The Fayette County Board of Education has voted to move the school district’s central office from its current headquarters on Main Street to an office building owned by Lexmark.
The board unanimously authorized the purchase of a 187,000-square-foot office building from Lexmark for $10 million. Located at 450 Park Place on the Russell Cave Road side of the Lexmark campus, the building has been vacant since 2013. The cost of renovating the existing central office at 701 E. Main St. would top $27 million. Constructing a comparable office building would be more than $46.6 million.
The purchase will not be final until after the district completes several due diligence steps and receives final approval from the Kentucky Department of Education. The Lexmark building was built in 2002 and will not require renovation. Separating the utilities from the rest of the Lexmark campus will require about $3.5 million in construction work, making the total project cost $13.5 million.
If the project receives KDE approval, the 93-year-old 701 E. Main St. building, which formerly housed Henry Clay High School, would go back into district inventory and would be available to house an academic program.
“After 39 years, the building is not a functional office space,” Caulk said. “But I have no doubt the legacy of excellence established in these halls in 1926 will continue for decades into the future.”
After the current Henry Clay High School opened in 1971, the building on East Main was renovated to house the district’s central office administrative functions. It has not been updated since 1980, and is shown on the district’s facilities plan for a major renovation. All schools in the district have either been renovated or replaced more recently, or are in the process of being renovated or replaced.
The main street building includes an auditorium with seating for 750, but meeting space is sparse and offices are hard to find because many corridors do not connect from one area to the other. Parking at the location is also a challenge for the public.

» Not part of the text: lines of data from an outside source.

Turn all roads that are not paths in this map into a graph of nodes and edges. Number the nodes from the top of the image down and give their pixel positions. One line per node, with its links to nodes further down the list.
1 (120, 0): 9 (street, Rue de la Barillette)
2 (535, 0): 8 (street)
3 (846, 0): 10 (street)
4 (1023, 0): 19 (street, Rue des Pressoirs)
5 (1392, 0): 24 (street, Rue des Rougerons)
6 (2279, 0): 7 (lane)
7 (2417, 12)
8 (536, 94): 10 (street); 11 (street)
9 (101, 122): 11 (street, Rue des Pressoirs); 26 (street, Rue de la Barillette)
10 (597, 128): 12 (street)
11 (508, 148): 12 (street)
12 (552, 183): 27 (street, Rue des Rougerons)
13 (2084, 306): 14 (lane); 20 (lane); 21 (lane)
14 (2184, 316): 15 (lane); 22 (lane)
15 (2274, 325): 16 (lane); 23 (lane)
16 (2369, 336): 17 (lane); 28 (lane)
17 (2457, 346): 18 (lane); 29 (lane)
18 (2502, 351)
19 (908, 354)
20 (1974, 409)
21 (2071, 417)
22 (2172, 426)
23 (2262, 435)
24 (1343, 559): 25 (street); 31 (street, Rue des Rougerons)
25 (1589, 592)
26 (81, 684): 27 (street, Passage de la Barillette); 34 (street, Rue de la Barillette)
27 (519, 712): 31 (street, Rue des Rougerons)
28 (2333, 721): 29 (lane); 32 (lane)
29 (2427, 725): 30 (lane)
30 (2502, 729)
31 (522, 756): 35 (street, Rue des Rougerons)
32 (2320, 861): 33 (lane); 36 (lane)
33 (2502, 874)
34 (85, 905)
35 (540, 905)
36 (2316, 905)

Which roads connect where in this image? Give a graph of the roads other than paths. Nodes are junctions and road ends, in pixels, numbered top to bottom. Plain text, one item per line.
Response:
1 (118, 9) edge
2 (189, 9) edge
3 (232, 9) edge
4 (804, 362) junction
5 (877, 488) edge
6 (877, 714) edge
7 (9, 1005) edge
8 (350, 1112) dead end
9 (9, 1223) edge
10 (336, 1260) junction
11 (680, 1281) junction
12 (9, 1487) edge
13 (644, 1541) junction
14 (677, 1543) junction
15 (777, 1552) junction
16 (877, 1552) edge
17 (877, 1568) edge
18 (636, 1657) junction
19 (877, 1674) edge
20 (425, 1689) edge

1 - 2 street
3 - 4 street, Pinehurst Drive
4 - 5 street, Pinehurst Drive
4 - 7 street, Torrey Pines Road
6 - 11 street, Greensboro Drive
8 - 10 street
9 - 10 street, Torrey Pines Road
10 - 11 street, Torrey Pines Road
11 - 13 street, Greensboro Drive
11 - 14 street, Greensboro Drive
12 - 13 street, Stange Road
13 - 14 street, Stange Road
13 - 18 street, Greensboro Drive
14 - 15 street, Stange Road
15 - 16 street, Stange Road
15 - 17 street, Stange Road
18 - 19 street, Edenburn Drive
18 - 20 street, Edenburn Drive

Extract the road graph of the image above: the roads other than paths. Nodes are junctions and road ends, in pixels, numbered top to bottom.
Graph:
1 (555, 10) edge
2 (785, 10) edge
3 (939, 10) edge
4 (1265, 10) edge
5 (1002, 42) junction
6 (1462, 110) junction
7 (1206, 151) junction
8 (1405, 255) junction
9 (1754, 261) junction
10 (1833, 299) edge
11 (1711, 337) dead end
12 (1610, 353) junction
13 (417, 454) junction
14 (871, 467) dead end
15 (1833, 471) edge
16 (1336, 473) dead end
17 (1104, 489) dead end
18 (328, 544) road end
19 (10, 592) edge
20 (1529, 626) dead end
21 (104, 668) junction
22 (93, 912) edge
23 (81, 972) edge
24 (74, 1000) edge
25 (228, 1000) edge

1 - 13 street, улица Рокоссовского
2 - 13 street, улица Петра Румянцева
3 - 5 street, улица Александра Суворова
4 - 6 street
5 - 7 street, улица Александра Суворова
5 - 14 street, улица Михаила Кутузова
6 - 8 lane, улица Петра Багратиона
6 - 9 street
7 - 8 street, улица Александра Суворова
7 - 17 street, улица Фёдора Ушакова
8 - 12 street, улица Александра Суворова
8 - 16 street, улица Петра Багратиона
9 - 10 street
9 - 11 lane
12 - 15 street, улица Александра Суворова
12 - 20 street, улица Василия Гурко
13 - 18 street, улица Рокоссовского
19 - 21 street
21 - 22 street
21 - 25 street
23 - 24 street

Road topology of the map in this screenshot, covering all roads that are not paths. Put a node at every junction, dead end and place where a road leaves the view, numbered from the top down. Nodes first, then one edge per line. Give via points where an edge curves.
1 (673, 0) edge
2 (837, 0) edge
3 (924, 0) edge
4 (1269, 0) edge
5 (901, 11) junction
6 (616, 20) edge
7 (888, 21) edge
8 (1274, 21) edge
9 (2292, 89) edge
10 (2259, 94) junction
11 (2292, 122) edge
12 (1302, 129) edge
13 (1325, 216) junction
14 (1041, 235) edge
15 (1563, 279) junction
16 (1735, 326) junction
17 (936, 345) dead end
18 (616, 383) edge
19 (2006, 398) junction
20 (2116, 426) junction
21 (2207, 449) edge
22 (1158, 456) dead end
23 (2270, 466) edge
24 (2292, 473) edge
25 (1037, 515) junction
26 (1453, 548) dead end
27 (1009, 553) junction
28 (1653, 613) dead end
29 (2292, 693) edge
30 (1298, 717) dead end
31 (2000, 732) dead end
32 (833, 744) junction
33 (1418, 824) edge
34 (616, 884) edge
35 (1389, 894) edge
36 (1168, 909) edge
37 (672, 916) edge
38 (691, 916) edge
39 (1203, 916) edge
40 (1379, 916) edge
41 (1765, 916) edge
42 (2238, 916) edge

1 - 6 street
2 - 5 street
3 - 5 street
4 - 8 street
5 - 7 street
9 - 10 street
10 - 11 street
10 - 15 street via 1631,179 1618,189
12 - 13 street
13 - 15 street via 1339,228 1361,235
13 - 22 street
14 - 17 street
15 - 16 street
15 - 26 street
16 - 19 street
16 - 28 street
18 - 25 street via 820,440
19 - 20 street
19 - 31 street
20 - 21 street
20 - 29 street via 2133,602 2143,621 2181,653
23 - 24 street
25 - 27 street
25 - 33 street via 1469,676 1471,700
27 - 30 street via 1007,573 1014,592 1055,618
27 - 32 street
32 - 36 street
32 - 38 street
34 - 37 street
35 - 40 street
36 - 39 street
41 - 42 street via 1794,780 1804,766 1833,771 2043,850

The Lexmark building is very close to the FCPS warehouse at 1126 Russell Cave Rd. and would lend itself to consolidation of additional district support functions. The East Main site is divided into four separate buildings that together total 145,000 square feet on three acres. By comparison, the Lexmark building is 187,000 on 10 acres. The current central office has 123 parking spaces; the proposed new one has 400.
The district’s current facilities plan calls for two new elementary schools, a new middle school, and a building for STEAM Academy. The plan also calls for major renovations of 17 facilities, including the expansion of the district’s technical centers, and wholesale renovations at Henry Clay, Lafayette, Paul Laurence Dunbar, and Tates Creek high schools and three middle schools.
The $23 million Brenda Cowan Elementary will open in the fall of 2019, renovations will begin in June on a $26.8 million permanent home for STEAM, and the district is amending its facilities plan to build a new $77 million Tates Creek High School because that will be more cost effective than renovating the existing structure.